Ginette Kolinka finit par être évacuée, le 30 octobre 1944, vers Bergen-Belsen. Elle sera transférée à Raguhn et à Theresienstadt avant le retour à Paris, via Lyon, le 6 juin 1945. 
Elle retrouve sa mère et ses sœurs qui avaient regagné Paris.

Philippe Dana, “Ginette Kolinka : une famille française dans l’histoire”, Paris, Kero,  2016, 217 p. et  Ginette Kolinka, avec Marion Ruggiéri, “Retour à Birkenau”, Paris, Grasset, 2019, 112 p.

Quelles sont vos activités quand vous ne témoignez pas ?

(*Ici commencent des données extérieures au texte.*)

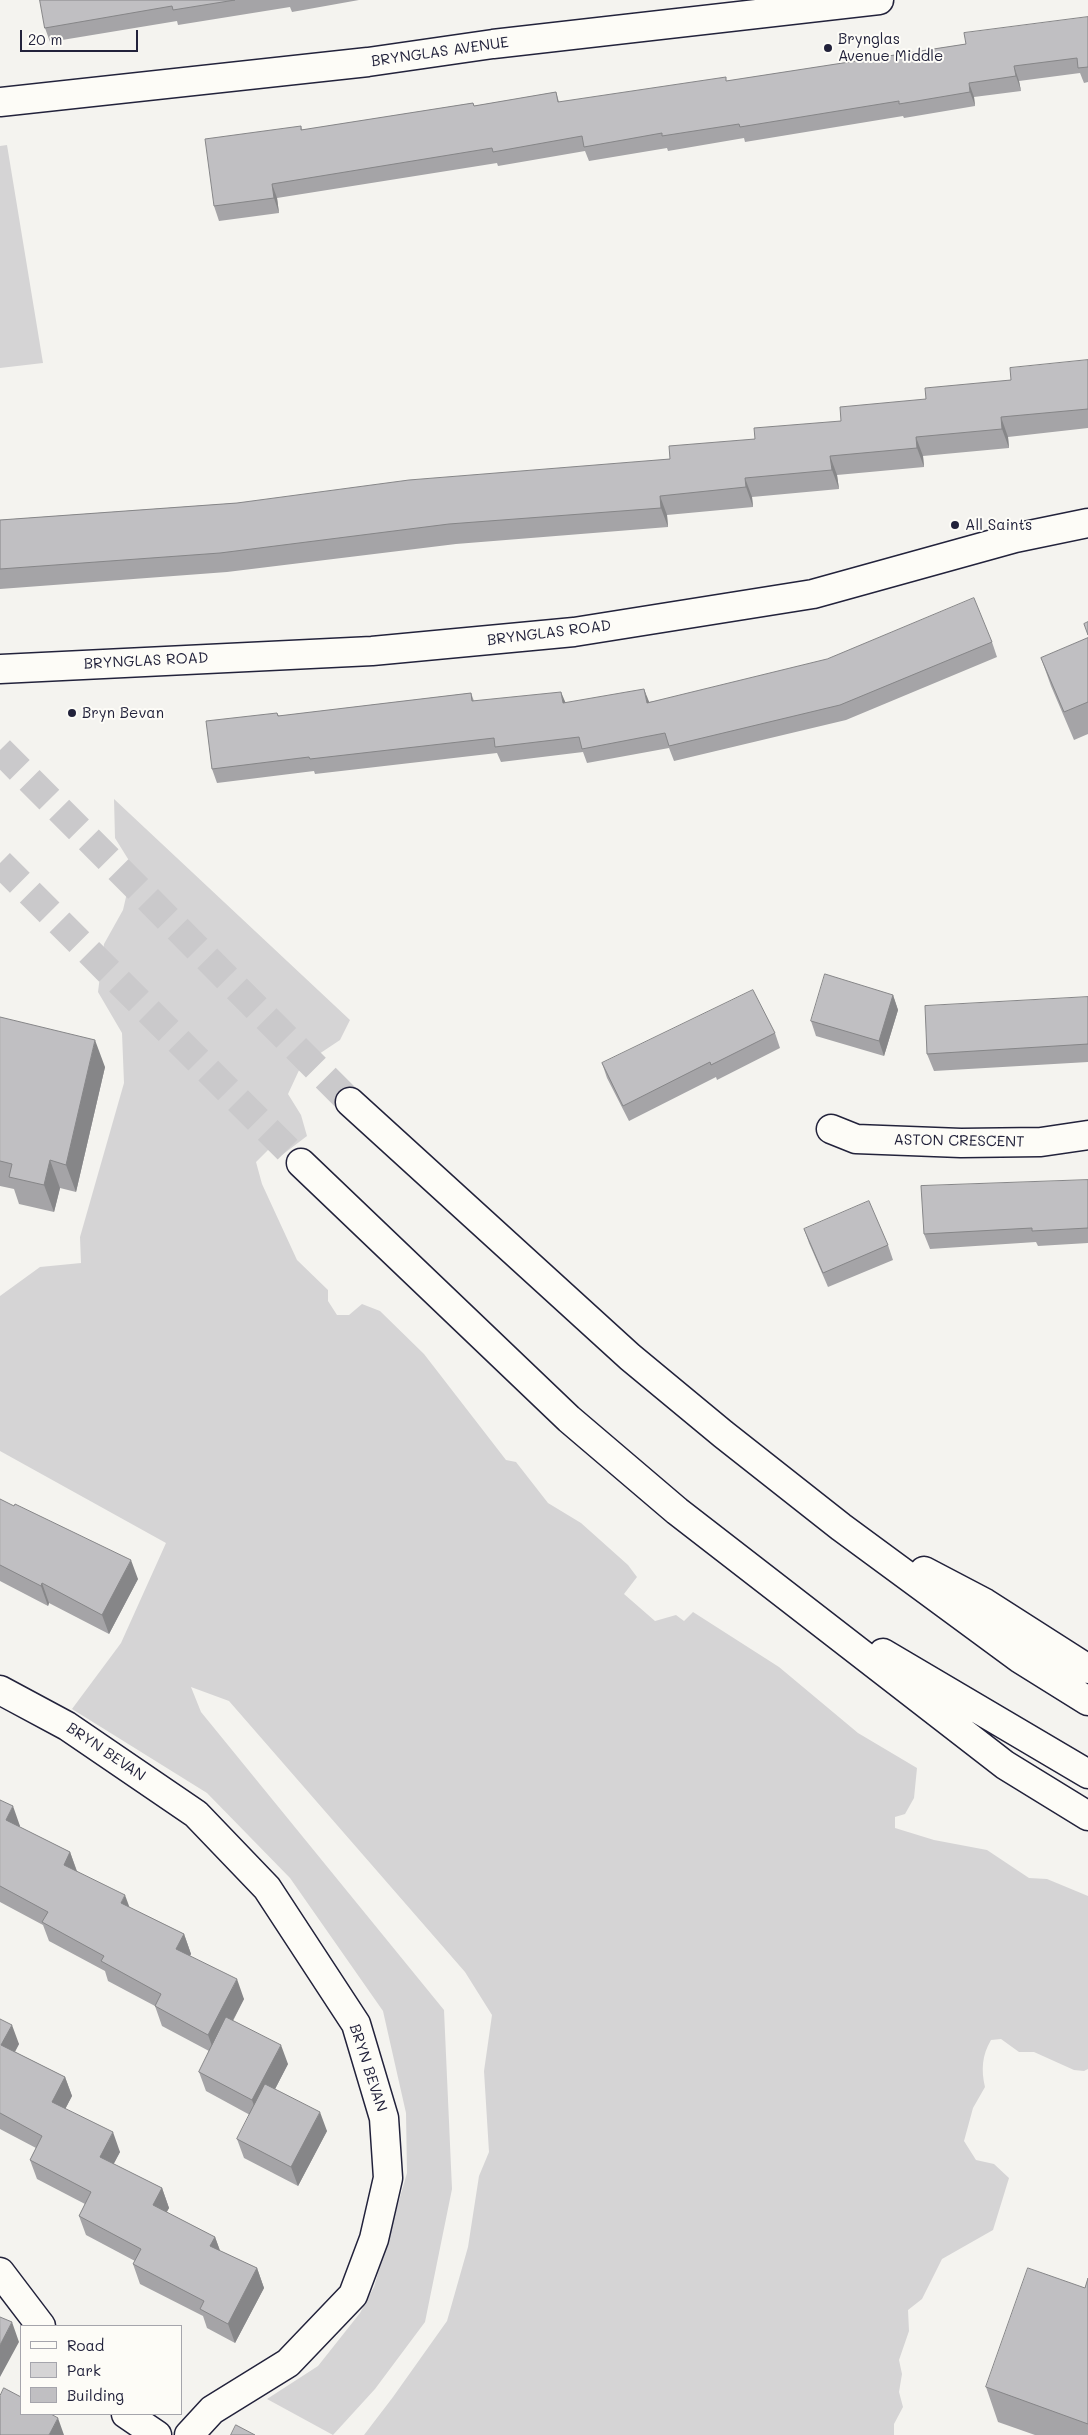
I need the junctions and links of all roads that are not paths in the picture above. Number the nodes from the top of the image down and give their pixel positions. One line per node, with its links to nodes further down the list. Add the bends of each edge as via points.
1 (879, 0): 2 (main road, BRYNGLAS AVENUE, via 493,44 368,62)
2 (0, 102)
3 (1088, 523): 4 (main road, BRYNGLAS ROAD, via 1015,538 813,594 574,632 372,651)
4 (0, 669)
5 (350, 1102): 9 (main road, via 630,1358)
6 (831, 1129): 7 (main road, ASTON CRESCENT, via 856,1139 961,1143 1041,1142)
7 (1088, 1135)
8 (301, 1163): 10 (main road, via 569,1419 678,1512)
9 (841, 1527): 11 (main road, via 985,1603); 13 (main road, via 1019,1658)
10 (778, 1591): 14 (main road); 15 (main road, via 1005,1765)
11 (1088, 1669)
12 (0, 1690): 20 (main road, BRYN BEVAN, via 67,1726 196,1814 267,1888 356,2024 384,2118 388,2178 374,2240 353,2295 288,2363 212,2410)
13 (1088, 1701)
14 (1088, 1774)
15 (1088, 1816)
16 (0, 2272): 17 (main road)
17 (40, 2325)
18 (127, 2415): 19 (main road)
19 (157, 2435)
20 (189, 2435)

J’aime bien blaguer. On s’imagine que parce que je suis une ancienne déportée, je pleure tout le temps. Mais pas du tout. Je me marre maintenant.

Et puis je vais à la salle de gym. Pas un cours pour senior, un vrai. Vous croyez que j’ai de si belles fesses pourquoi ? ! Bien sûr, je ne fais pas le grand écart mais j’aime ça. J’aime bien manger, même si cuisiner est une horreur. Quand je recevais, je l’ai fait un temps, mais je n’aimais pas ça. Par contre, le salé, le sucré. Je me régale de pain, de beurre et de fromage. J’aime la vie en fait. Et la vie m’aime. J’ai de la chance. Mon plaisir, c’est la vie. Hier, je me suis couchée à 3 h du matin. Je me suis levée à cinq pour aller prendre le train. Parce que mon plaisir, c’est venir rencontrer les gens.

(*) L’association pour laquelle témoigne Ginette Kolinka est l’Union des déportés d’Auschwitz. Elle ne compte plus que 91 survivants.